Öncelikli olarak Sera Gazı nedir bunu öğrenelim . Sera Gazı karbon dioksit (CO2), Metan (CH4), Nitröz Oksit (N2O), Hidroflorür karbonlar (HFCs), Perfloro karbonlar (PFCs), Sülfürhekza florid (SF6) gibi gazlardan oluşan ve atmosferde ısı tutma özelliğine sahip bileşiklere verilen genel bir isimdir. Sera Gazı etkisi ise, güneşten gelen ışınların atmosferden filtrelenerek geçip yeryüzünü ısıttıktan sonra uzaya geri çıkışının engellenmesi durumudur. Bu etkiyi yapan gazlar sera gazları olarak nitelendirilmekte ve yaşamımızın neredeyse her evresinde bulunmaktadır.

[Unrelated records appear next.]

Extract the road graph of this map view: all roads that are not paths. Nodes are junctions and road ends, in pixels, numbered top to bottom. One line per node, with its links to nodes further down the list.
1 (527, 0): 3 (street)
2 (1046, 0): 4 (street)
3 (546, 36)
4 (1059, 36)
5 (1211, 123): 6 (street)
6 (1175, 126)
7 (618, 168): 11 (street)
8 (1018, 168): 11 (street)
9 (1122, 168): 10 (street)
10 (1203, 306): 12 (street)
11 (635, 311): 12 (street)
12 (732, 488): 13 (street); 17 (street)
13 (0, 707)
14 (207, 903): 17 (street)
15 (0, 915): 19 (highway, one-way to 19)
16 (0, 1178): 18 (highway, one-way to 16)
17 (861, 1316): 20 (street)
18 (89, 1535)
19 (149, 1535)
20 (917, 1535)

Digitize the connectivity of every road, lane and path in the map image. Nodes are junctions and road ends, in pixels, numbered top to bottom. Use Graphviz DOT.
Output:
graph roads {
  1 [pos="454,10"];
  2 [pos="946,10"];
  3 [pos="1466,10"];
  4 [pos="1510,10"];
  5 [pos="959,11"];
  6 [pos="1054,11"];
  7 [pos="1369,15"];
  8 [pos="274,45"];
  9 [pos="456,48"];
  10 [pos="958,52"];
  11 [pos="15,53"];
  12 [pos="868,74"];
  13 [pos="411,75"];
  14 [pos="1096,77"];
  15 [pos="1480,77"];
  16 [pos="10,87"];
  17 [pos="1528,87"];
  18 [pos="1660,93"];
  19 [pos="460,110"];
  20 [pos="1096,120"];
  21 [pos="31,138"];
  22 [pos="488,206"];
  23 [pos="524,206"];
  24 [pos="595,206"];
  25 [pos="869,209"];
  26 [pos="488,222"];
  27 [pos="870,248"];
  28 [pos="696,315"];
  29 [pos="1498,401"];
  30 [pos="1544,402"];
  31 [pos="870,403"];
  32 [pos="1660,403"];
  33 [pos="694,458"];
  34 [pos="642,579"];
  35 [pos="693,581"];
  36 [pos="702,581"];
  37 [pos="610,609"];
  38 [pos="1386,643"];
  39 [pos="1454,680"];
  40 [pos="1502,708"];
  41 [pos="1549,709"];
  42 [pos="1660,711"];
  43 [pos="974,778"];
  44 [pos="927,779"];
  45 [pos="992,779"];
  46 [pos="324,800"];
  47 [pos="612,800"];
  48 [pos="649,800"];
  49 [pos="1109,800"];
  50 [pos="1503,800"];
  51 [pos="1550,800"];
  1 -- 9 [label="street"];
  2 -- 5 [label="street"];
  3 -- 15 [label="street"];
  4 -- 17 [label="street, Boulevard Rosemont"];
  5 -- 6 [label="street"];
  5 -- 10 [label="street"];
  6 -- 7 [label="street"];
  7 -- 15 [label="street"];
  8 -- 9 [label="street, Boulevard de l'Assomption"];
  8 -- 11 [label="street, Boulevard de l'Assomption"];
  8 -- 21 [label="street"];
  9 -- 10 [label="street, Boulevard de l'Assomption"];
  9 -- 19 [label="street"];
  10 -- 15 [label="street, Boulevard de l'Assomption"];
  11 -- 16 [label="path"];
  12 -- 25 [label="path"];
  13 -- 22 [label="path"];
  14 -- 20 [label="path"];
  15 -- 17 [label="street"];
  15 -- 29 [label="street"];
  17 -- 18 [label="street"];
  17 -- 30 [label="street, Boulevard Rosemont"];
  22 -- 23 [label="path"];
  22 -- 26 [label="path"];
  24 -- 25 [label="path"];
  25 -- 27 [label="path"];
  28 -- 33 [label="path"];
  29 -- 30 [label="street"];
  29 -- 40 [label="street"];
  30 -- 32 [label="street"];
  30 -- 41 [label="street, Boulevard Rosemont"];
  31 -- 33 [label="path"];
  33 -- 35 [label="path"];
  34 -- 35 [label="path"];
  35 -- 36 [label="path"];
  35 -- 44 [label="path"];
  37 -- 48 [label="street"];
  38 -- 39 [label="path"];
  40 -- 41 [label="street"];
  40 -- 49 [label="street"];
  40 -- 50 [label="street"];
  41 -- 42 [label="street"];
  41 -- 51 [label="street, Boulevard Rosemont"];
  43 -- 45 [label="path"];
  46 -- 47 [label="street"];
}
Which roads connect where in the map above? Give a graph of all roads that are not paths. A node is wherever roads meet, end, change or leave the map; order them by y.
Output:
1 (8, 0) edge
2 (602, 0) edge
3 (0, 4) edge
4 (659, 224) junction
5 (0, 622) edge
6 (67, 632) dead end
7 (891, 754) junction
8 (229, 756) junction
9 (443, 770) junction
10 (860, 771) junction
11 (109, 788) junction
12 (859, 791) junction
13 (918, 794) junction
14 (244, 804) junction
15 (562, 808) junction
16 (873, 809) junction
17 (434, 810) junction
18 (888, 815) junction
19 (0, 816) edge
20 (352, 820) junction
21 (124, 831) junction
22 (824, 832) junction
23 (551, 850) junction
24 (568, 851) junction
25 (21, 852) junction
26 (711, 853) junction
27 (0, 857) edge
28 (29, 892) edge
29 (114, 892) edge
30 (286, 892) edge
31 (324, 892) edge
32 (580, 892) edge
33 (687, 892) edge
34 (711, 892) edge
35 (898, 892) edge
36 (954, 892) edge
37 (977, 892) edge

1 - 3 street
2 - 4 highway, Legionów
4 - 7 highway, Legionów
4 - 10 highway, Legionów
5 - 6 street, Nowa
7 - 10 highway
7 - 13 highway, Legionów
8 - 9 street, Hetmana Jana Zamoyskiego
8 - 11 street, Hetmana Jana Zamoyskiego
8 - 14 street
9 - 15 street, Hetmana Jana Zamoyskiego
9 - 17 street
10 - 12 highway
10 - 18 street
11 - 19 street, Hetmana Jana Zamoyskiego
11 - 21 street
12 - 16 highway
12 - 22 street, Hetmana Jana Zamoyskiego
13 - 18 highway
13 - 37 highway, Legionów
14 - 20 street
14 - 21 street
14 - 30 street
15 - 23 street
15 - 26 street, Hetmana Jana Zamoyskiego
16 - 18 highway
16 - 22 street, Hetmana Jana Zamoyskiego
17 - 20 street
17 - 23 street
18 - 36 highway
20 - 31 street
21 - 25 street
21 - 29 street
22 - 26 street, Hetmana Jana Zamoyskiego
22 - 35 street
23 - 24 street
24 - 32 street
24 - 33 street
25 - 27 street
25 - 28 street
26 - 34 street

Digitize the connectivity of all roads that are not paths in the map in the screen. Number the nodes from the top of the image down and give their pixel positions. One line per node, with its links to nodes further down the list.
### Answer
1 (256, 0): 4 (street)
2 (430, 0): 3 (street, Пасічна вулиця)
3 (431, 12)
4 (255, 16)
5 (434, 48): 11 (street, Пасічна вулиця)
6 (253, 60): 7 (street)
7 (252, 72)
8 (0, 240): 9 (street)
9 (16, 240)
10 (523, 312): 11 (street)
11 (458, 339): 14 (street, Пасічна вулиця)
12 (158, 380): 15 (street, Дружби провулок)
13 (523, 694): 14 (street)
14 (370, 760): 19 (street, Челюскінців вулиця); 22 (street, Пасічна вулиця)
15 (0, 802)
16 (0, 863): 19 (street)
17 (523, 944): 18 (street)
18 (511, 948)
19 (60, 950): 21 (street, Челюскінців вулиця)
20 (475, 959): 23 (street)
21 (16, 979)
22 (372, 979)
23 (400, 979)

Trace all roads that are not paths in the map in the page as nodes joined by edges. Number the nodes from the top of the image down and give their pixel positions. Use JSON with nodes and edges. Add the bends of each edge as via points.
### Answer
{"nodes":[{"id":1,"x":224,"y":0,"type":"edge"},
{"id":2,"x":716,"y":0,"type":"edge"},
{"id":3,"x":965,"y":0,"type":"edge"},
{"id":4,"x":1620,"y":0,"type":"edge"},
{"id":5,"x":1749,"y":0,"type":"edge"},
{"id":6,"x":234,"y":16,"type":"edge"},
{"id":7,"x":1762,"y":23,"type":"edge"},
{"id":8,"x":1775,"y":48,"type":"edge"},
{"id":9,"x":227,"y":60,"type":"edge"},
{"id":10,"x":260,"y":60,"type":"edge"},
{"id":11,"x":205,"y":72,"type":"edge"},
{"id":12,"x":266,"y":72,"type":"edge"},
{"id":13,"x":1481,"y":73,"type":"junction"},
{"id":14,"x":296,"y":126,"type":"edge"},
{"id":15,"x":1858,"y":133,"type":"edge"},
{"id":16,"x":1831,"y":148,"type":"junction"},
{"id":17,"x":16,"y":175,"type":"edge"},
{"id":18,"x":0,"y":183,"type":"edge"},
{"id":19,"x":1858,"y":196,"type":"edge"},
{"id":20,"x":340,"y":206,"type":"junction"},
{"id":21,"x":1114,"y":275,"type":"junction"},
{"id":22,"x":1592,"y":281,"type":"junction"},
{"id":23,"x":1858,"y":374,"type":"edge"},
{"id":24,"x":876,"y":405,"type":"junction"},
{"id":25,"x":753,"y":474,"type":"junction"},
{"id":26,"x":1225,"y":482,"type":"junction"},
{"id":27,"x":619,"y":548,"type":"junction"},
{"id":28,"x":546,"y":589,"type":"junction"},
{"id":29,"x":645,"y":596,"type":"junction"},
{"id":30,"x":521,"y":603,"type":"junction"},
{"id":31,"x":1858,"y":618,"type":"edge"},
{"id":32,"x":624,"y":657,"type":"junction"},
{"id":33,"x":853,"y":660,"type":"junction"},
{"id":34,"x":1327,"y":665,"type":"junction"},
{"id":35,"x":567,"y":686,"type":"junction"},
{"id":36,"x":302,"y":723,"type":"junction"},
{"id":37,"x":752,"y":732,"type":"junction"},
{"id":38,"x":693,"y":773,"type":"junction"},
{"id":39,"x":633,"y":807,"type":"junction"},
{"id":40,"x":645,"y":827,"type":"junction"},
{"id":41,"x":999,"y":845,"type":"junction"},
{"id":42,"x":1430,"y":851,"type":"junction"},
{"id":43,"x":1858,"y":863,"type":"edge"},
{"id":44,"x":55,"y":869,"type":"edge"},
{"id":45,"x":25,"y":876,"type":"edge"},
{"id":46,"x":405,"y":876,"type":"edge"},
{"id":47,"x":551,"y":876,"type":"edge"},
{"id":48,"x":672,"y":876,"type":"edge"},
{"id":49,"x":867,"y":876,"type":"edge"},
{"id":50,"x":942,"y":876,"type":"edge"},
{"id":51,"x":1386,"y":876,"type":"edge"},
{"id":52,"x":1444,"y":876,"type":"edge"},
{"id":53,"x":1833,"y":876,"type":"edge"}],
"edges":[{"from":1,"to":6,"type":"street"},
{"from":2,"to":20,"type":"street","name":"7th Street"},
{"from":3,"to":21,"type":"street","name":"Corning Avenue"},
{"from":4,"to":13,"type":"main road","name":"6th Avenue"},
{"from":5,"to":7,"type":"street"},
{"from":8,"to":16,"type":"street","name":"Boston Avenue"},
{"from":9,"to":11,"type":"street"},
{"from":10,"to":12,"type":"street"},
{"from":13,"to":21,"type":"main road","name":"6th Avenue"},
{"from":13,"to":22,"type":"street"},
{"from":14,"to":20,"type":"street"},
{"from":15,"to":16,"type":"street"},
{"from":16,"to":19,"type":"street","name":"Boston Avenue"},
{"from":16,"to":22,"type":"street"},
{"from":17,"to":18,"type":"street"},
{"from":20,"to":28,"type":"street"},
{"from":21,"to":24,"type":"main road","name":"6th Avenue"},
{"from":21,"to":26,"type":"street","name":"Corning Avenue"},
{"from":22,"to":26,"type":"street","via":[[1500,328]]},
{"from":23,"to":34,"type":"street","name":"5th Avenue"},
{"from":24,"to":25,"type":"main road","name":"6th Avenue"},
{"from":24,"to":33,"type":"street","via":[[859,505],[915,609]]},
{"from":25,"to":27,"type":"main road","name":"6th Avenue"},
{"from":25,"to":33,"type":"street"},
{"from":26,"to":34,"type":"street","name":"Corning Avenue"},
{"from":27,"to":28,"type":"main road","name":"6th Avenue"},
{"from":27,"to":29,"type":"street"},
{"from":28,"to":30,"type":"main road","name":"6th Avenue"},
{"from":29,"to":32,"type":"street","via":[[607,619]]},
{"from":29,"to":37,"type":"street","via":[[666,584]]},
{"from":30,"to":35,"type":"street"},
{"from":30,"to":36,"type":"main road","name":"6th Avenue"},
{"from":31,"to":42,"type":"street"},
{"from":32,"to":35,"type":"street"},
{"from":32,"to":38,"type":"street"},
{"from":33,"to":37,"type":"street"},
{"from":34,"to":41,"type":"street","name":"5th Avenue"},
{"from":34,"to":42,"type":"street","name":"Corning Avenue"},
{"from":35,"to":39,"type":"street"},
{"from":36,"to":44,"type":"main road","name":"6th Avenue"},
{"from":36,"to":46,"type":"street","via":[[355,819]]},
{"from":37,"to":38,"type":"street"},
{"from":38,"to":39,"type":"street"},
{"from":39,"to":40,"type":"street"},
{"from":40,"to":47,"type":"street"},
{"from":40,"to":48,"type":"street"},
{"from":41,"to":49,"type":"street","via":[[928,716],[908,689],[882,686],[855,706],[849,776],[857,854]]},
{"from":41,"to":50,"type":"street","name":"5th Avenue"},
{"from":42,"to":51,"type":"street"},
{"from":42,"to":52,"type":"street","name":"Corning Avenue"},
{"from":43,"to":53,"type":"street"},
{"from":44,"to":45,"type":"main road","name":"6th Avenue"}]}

Karbon döngüsü bitkilerin fotosentez ile havadaki serbest karbondioksiti yakalaması ile başlar, bitkisel biyokütlenin çeşitli süreçlerle tekrar karbondioksite dönüşmesi ile son bulur. Karbon döngüsünün bozulması ise döngüye dahil olmayan karbonun salımı ile olur. Bunun da başlıca sebebi fosil yakıtlardır. Milyonlarca yıl önce oluşmuş olan bu karbonlu bileşikler günümüzdeki döngünün bir parçası değildir ve bu yüzden yeraltından çıkarılarak kullanılması karbon dengesini olumsuz yönde etkiler.Sanayileşme ile birlikte artan fosil yakıt ihtiyacı ve yok olan ormanlar karbon dengesinin bozulmasındaki ana iki etkendir.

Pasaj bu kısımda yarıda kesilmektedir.